Had I come across the below section of the "Hagakure: The Book of the Samurai" by Yamamoto Tsunetomo years ago, I potentially could have saved my victims from an ear beating, and myself from some bad karma.

“To give a person one’s opinion and correct his faults is an important thing. It is compassionate and comes first in matters of service. But the way of doing this is extremely difficult. To discover the good and bad points of an individual is an easy thing, and to give an opinion concerning them is easy, too. For the most part, people think that they are being kind by saying the things that others find distasteful or difficult to say. But if not received well they think that there is nothing more to be done. This is completely worthless. It is the same as bringing shame to a person by slandering him. It is nothing more than getting it off ones chest.
            To give a person an opinion one must first judge well whether that person is of the disposition to receive it or not. One must become close with him and make sure that he continually trusts one’s word. Approaching subjects that are dear to him, seek the best way to speak and to be well understood. Judge the occasion and determine whether it is better by letter or at the time of leave-taking. Praise his good points and use every device to encourage him, perhaps by talking about one’s own faults without touching on his but so that they will occur to him. Have him receive this in the way that a man would drink water when his throat is dry, and it will be an opinion that will correct faults.
            This is extremely difficult. If a person’s fault is a bad habit of some years prior, by and large it wont be remedied. I have had this experience myself. To be intimate with one’s comrades, correcting each other’s faults, and being of one mind to be of use to the master is the great compassion of a retainer. By bringing shame to a person, how could one expect to make him a better man?” – Yamamoto Tsunetomo.

 

As you can see there is an art to the concept of giving advice. For a large chunk of his life, Tsunetomo was himself an aid to a very powerful Samurai lord, and as part of his job was essentially a professional advice giverAs such he had put a lot of thought into the best ways of imparting his advice to his master. 

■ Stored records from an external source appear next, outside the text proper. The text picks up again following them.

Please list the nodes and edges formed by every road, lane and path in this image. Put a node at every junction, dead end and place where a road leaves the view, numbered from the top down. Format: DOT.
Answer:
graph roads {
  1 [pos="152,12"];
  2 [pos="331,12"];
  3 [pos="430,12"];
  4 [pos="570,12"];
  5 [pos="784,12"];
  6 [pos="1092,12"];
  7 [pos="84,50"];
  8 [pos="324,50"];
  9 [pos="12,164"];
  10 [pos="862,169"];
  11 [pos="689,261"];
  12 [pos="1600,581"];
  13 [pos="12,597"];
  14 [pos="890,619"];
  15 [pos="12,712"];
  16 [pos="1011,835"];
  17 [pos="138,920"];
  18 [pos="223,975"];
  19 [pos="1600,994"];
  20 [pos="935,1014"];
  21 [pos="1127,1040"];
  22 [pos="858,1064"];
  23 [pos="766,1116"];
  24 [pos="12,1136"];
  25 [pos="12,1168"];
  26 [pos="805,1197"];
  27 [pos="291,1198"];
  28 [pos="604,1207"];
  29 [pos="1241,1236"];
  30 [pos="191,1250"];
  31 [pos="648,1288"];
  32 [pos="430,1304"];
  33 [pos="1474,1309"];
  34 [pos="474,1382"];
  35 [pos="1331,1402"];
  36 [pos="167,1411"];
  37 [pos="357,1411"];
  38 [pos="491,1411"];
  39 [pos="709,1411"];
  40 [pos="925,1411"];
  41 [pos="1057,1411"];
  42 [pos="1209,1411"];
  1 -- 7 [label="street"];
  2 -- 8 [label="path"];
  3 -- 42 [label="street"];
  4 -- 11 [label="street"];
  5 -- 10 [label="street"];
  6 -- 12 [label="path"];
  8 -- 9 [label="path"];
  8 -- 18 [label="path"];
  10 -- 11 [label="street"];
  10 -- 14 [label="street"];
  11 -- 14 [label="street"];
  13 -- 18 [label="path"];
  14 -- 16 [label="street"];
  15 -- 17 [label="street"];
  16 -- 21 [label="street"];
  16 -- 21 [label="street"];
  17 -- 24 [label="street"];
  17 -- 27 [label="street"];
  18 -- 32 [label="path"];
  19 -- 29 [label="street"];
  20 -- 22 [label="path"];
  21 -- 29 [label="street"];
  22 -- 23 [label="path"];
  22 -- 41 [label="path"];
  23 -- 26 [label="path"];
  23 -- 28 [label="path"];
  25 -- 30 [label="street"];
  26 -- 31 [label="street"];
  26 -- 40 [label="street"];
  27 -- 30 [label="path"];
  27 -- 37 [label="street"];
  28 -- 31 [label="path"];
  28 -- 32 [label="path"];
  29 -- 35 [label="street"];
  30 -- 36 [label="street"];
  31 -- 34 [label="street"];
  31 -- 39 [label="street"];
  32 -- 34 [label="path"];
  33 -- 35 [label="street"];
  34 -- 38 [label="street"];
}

learn from my mistakes, then internalize the lessons on advice "The book of the samurai" can teach us. 

The next time you genuinely wish to help someone, and it is a topic in which you are sure you are not sitting on "Mount Stupid", use the invaluable lessons outlined above by Tsunetomo nearly 300 years ago.

Giving advice to someone is a huge responsibility, please treat it as such.  

 

“If they’ve made a mistake, correct them gently and show them where they went wrong. If you can’t do that, then the blame lies with you. Or no one.” – Marcus Aurelius.